Exercise aim: Within the records that follow, count the lines containing the string "Gardenvale". Reply only with the count.

Data for analysis:

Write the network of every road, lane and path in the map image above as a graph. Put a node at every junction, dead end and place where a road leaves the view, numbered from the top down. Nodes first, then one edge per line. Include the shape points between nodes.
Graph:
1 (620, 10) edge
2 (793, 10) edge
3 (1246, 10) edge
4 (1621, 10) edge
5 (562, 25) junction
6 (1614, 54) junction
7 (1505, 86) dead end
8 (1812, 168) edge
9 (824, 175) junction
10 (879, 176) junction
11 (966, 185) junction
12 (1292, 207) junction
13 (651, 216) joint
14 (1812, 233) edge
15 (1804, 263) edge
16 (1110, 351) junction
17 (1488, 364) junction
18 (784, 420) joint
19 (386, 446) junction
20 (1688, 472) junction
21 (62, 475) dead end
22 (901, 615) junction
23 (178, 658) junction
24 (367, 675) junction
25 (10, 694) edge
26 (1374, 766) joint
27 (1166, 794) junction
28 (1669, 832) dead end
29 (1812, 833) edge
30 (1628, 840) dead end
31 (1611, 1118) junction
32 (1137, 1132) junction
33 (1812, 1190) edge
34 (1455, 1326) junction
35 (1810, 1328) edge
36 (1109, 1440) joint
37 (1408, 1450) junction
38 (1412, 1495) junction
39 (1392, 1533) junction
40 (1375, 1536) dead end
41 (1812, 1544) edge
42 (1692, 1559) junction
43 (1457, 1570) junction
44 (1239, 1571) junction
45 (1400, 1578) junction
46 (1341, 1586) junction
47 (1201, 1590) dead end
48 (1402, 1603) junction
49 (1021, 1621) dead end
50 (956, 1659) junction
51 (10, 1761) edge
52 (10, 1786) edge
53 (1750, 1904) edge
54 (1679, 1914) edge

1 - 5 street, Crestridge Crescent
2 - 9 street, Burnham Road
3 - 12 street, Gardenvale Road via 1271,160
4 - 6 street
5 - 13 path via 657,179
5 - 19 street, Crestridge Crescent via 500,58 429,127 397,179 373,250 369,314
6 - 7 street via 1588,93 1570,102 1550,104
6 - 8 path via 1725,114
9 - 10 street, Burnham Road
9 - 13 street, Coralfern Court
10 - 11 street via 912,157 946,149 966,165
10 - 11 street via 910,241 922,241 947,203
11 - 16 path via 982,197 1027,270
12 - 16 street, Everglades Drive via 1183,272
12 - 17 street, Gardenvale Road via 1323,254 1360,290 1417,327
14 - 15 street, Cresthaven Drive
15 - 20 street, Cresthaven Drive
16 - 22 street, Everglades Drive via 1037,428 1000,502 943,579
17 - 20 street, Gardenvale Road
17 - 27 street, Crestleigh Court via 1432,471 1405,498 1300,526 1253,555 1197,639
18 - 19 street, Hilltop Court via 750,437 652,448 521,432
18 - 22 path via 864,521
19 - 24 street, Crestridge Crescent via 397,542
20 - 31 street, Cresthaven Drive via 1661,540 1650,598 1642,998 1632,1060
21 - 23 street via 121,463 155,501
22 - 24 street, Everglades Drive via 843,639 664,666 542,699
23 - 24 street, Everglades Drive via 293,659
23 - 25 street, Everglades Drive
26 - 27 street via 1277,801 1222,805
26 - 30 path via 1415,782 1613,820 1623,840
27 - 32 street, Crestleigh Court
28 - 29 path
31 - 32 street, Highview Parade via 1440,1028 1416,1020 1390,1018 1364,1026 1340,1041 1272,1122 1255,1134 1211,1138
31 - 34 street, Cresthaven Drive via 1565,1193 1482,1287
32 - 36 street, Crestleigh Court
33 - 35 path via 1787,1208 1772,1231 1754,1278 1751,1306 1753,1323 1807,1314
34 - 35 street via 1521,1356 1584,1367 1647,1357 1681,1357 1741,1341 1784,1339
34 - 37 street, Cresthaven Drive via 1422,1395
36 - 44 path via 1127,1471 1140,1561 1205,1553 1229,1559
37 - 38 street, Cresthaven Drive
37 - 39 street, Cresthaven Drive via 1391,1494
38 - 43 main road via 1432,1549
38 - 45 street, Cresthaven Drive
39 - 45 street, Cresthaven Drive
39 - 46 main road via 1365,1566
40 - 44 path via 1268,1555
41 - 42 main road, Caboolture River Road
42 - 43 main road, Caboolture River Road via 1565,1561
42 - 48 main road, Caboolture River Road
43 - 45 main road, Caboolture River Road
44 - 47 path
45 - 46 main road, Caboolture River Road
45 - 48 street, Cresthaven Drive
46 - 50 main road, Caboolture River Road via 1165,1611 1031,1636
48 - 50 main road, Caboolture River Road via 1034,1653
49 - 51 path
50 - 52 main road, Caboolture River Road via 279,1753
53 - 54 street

Worked solution: 3